The first petascale training runs on the Cray XC40 Cori supercomputer focused on scalability, which left lots of room for groundbreaking research in training on really big datasets. Kurth, et.al. noted in their paper “Deep Learning at 15PF: Supervised and Semi-Supervised Classification for Scientific Data” that the climate dataset contained 15 TB of data and the HEP (High Energy Physics) data contained 10 million images. With more than a petabyte of RAM contained in 9,600 nodes, Cori can obviously utilize much larger data sets.

Not so obvious are the asynchronous data management issues that crop up after the data has been ingested and the training run has started. These asynchronous methods use prefetching and lots of communications, so per-node memory usage and network performance are critical to running at the petascale.

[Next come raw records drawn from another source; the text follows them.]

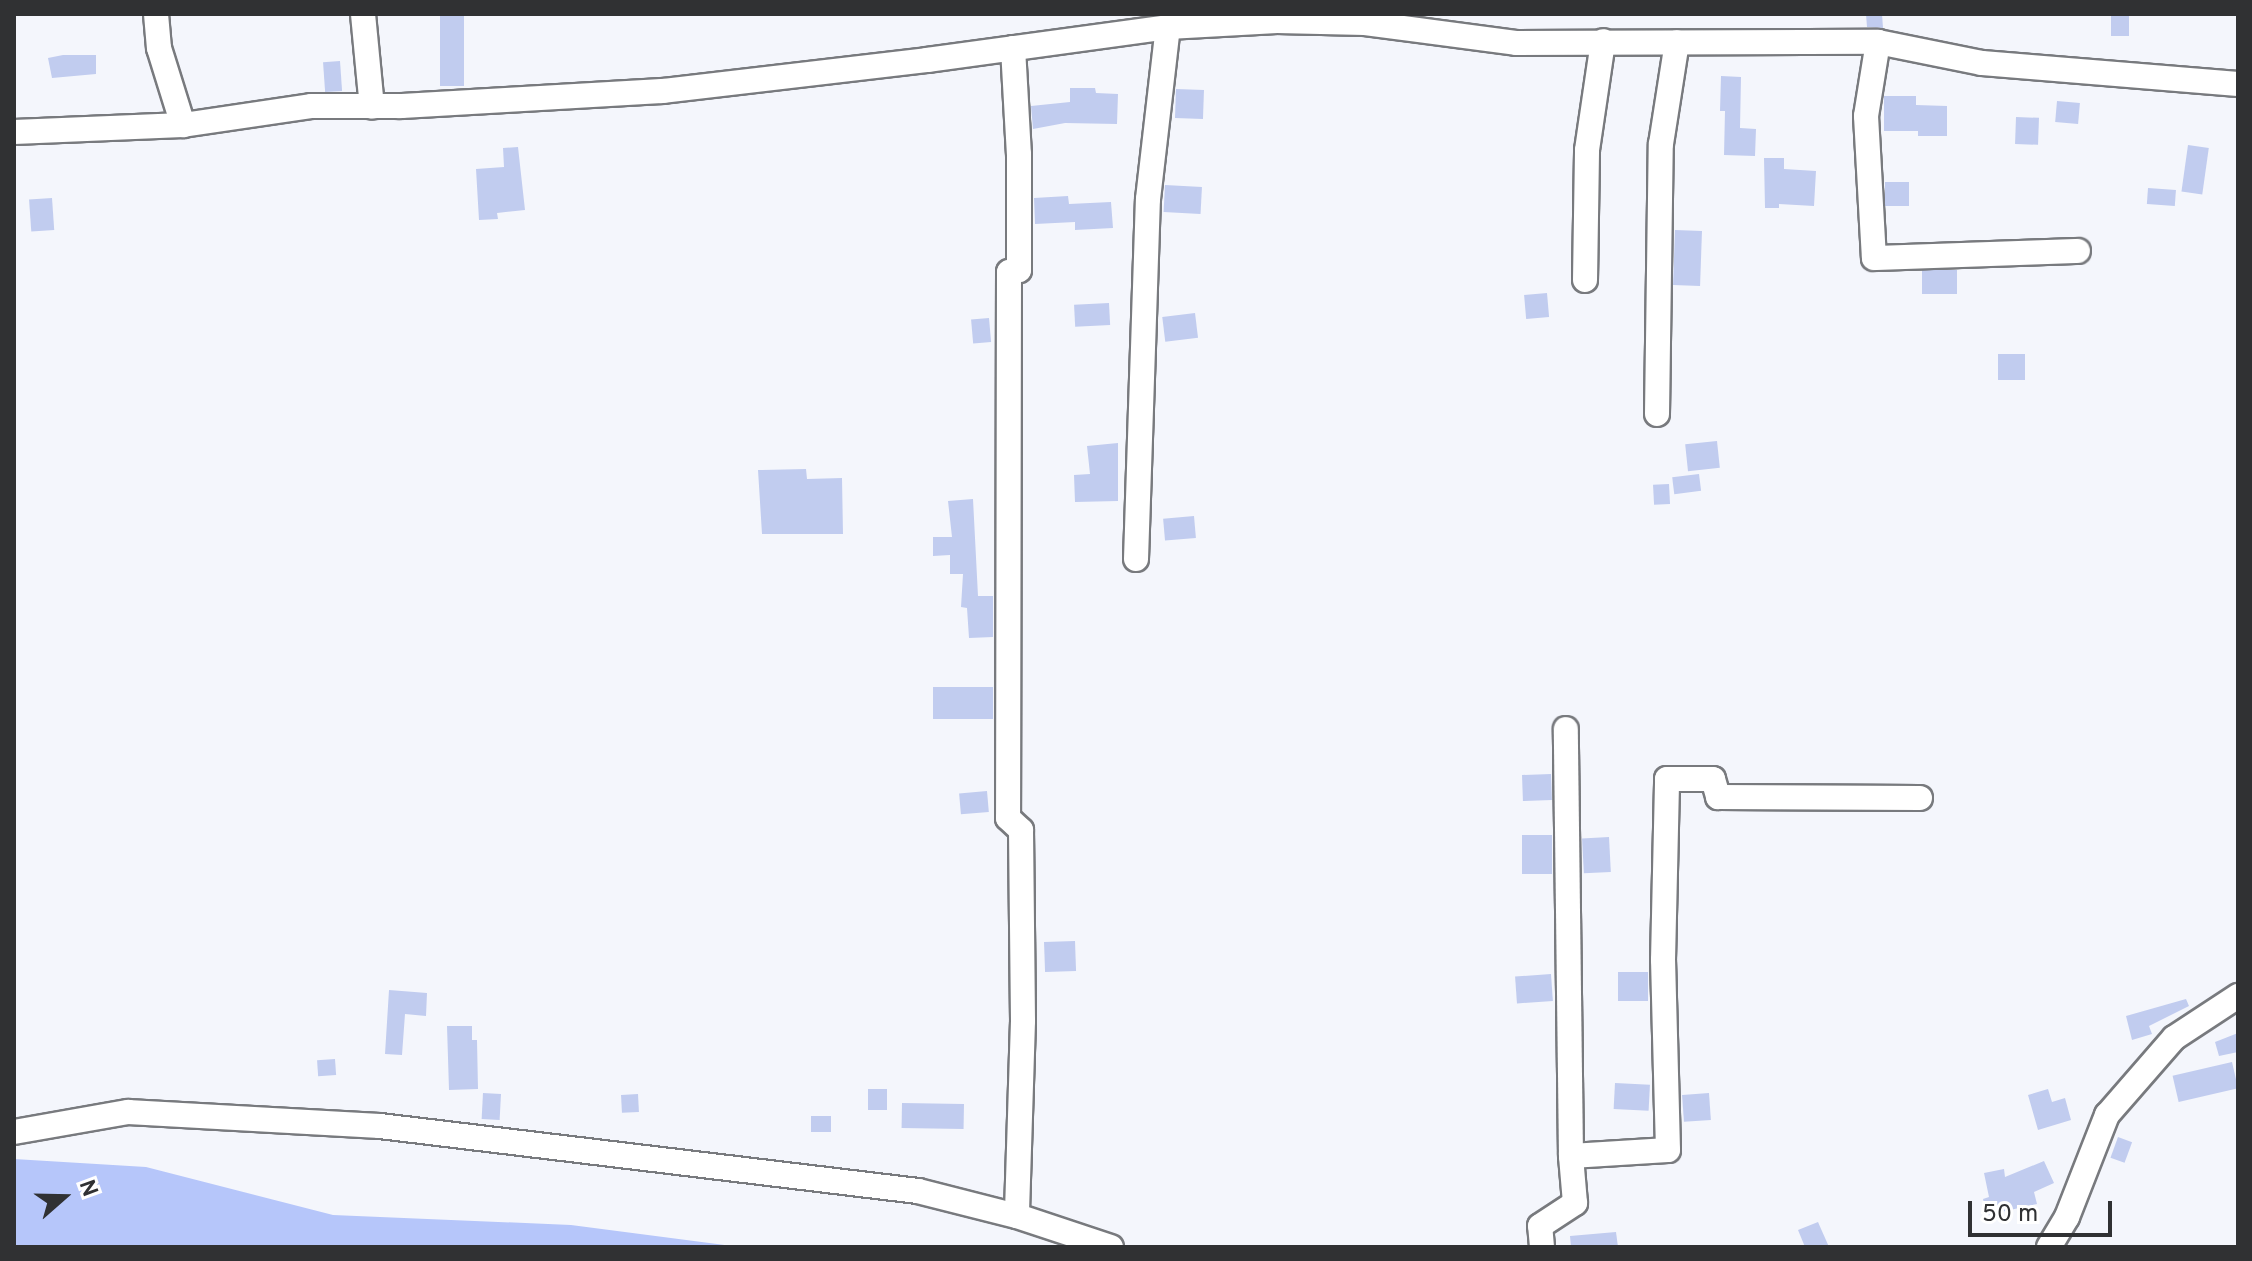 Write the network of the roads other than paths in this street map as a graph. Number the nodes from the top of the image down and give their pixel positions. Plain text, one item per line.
1 (156, 14) edge
2 (363, 14) edge
3 (1168, 27) junction
4 (1603, 41) junction
5 (1677, 42) junction
6 (1878, 42) junction
7 (1013, 48) junction
8 (2238, 84) edge
9 (372, 107) junction
10 (183, 125) junction
11 (14, 132) edge
12 (2078, 251) dead end
13 (1585, 280) dead end
14 (1657, 414) dead end
15 (1136, 559) dead end
16 (1566, 729) dead end
17 (1920, 798) dead end
18 (2238, 996) edge
19 (14, 1132) edge
20 (1571, 1156) junction
21 (1017, 1216) junction
22 (1111, 1247) edge
23 (1542, 1247) edge
24 (2049, 1247) edge

1 - 10 street
2 - 9 street
3 - 4 street
3 - 7 street
3 - 15 street
4 - 5 street
4 - 13 street
5 - 6 street
5 - 14 street
6 - 8 street
6 - 12 street
7 - 9 street
7 - 21 street
9 - 10 street
10 - 11 street
16 - 20 street
17 - 20 street
18 - 24 street
19 - 21 street
20 - 23 street
21 - 22 street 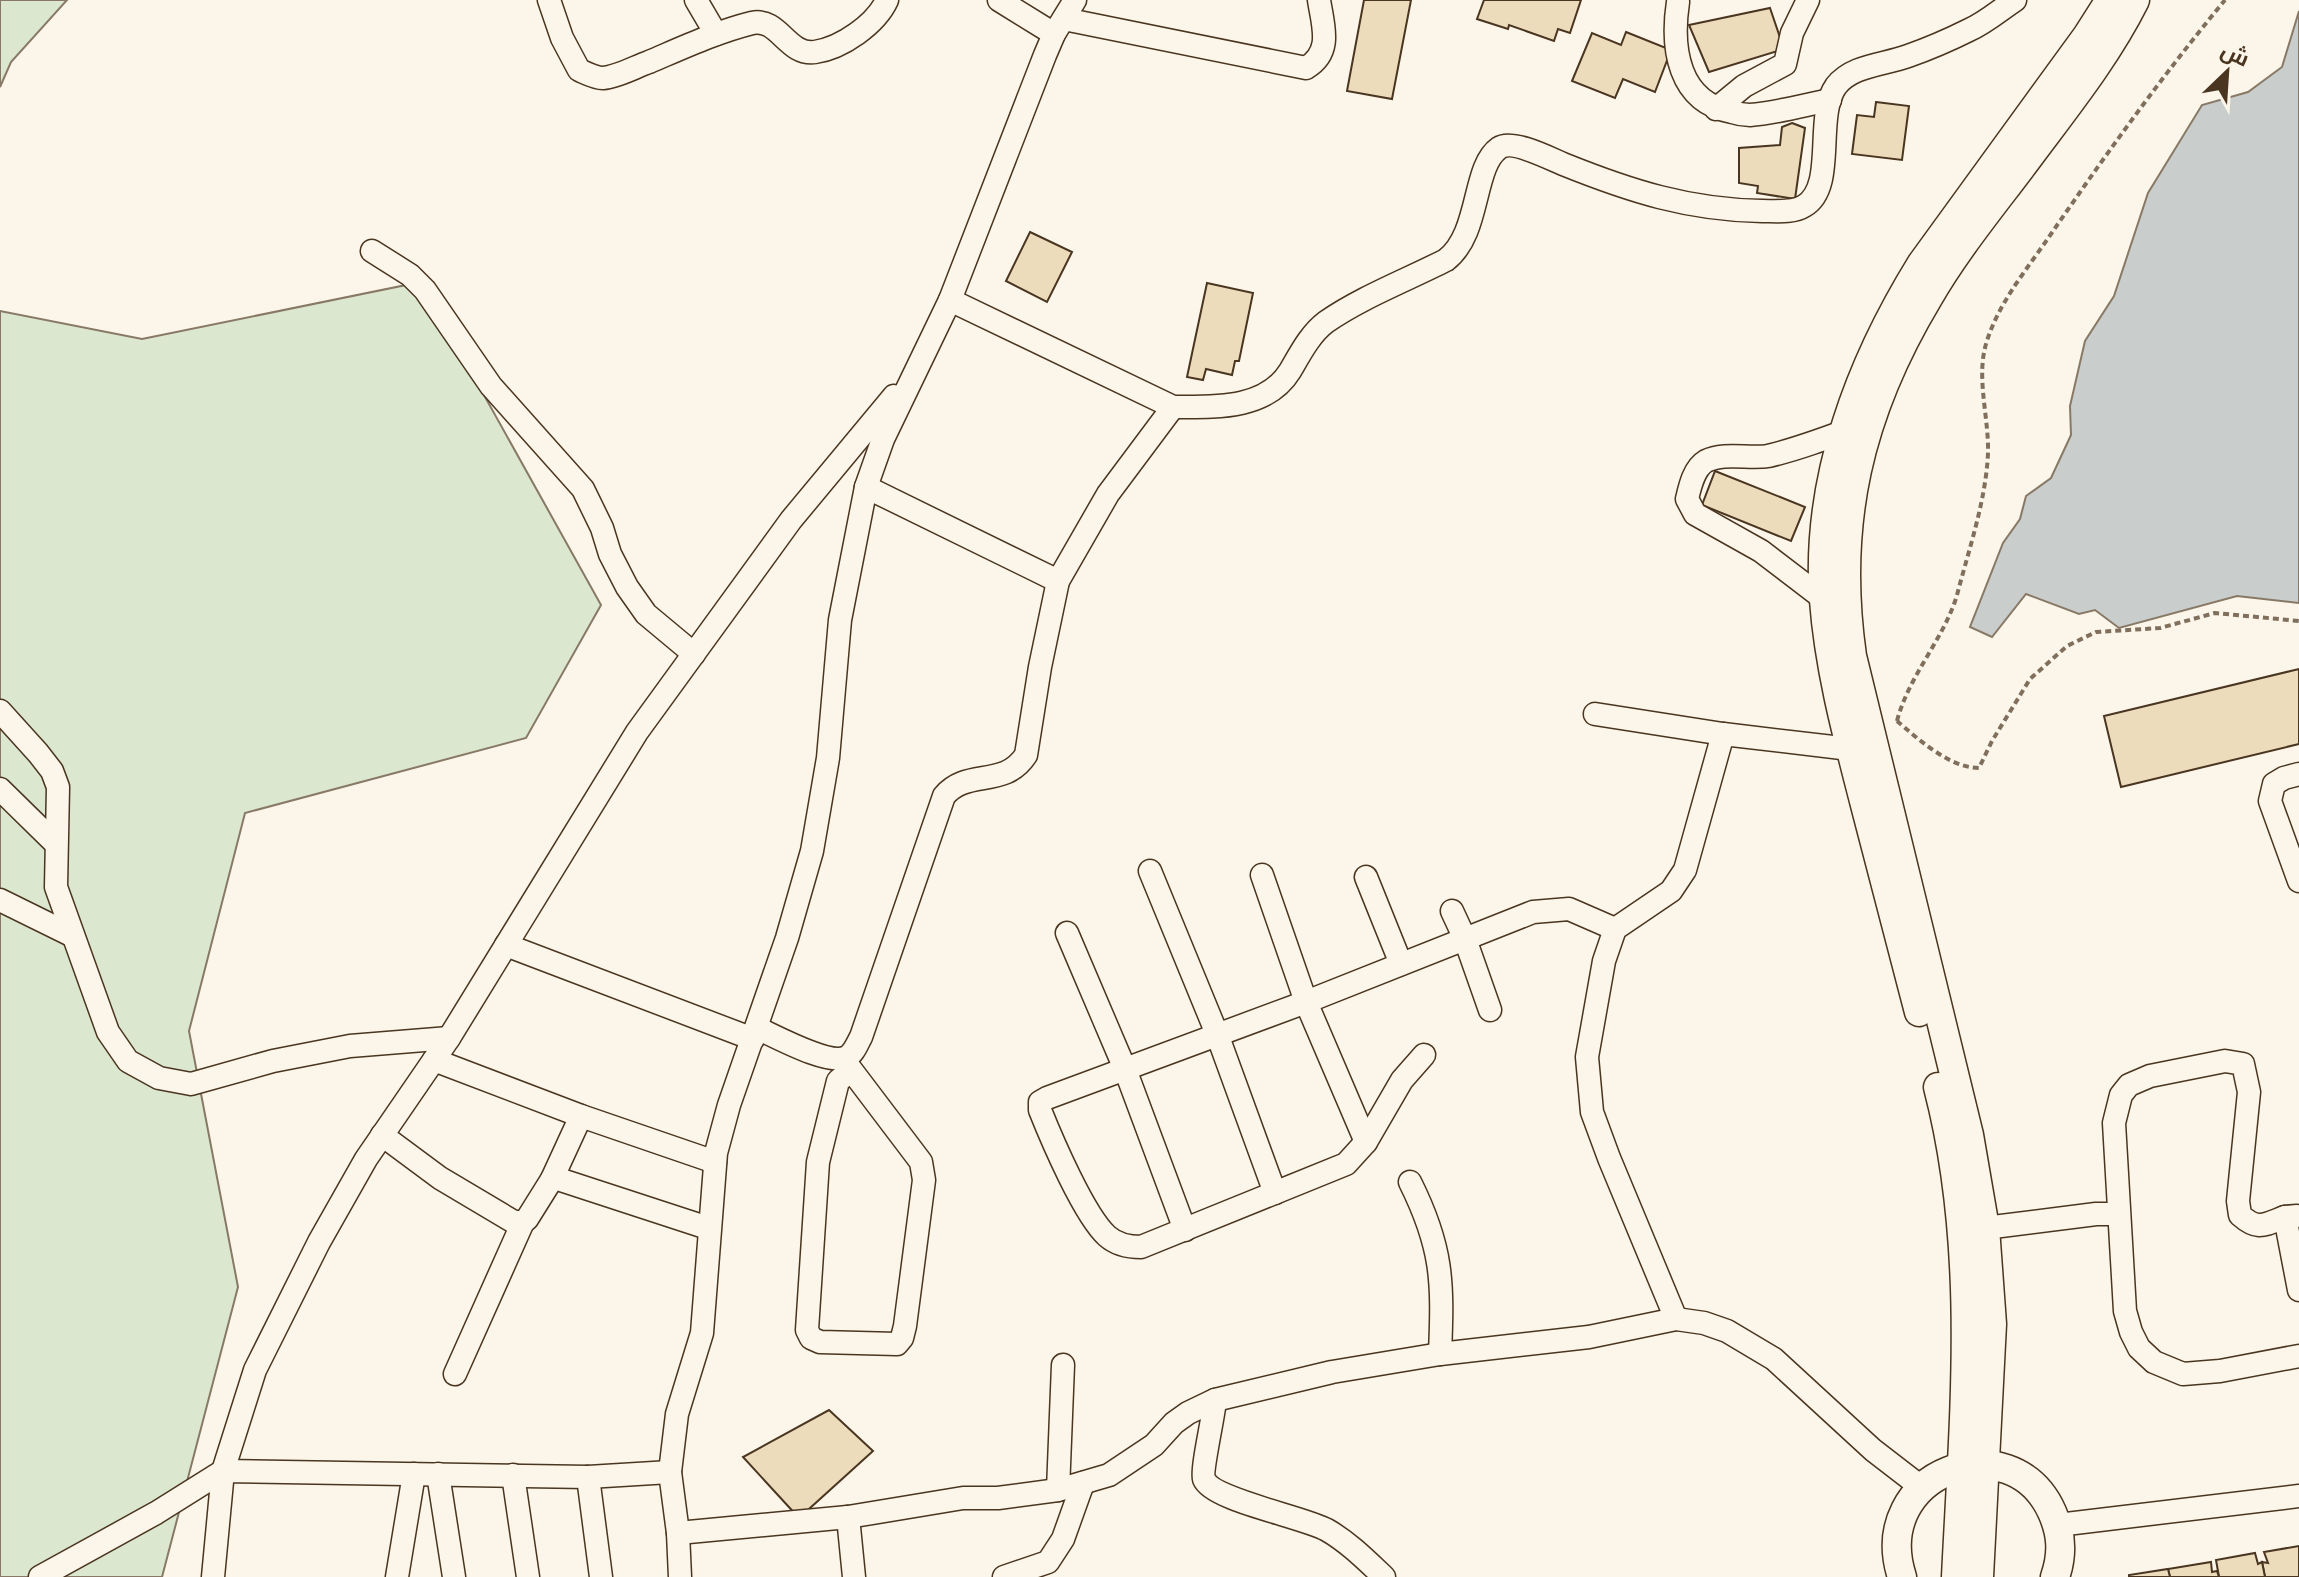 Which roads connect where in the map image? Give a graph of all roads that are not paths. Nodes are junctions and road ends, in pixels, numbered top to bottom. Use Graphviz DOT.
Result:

Without getting too technical, the 15 petaflops deep learning performance was achieved using a hybrid, asynchronous implementation of the SGD (stochastic gradient descent) numerical optimization method. SGD is a common numerical method used by popular packages such as Caffe (used in the 15 petaflops Cori runs) and TensorFlow.

Thorsten Kurth (Application Performance Specialist, NERSC) observes that, “Tensorflow is the most widely used framework and is therefore a primary optimization target at the moment, but the deep learning software world changes rapidly so that sustainable implementations are necessary. Thus it makes sense to create libraries of optimized kernels that can be used by many deep learning frameworks. This same idea can be used to create methods for the data feeding/IO operations.” These optimized libraries can then be rapidly adopted to new upcoming frameworks such as pytorch and mxnet, Kurth observes.

Addressing the challenges

Given the popularity of TensorFlow, the NERSC team is working to adapt TensorFlow to run at scale on Cori. The main challenges, Koziol observes, are threefold:

  • TensorFlow uses text or binary images for input rather than HDF5 or another data format typically used by HPC scientists. Koziol and NERSC are currently integrating HDF5 with TensorFlow.
  • TensorFlow uses a client-server model rather than MPI, which is the typical communications package for scientific applications that run on HPC systems. This means that there are no collective operations inside TensorFlow, which can cause performance issues.
  • TensorFlow uses an asynchronous training that is very loosely coupled, which means data prefetching is critical to prevent performance from suffering due to data starvation. Conversely, prefetching increases the per-node memory consumption, so an appropriate balance must be struck to prefetch “just enough and no more.” Finding that ideal balance without overburdening any node or set of nodes with data in a large (think hundred- or thousand-node) training run is a fertile research area as NERSC brings TensorFlow into a new scaling realm.

HDF5 integration

The data management aspects of deep learning are often overlooked as researchers work to speed training and find the right ANN (Artificial Neural Network) architecture(s) to solve complex problems.

In reality, much of a data scientist’s time is spent creating a clean, representative dataset for training. The data challenge becomes that much larger and unwieldly when creating data for a petascale, deep-learning-capable, leadership-class supercomputer like Cori. Data management is sometimes referred to as the Victorian Era Child of the 21st Century – to be seen and not heard. Unfortunately, the challenges associated with Cori-sized datasets simply cannot be ignored.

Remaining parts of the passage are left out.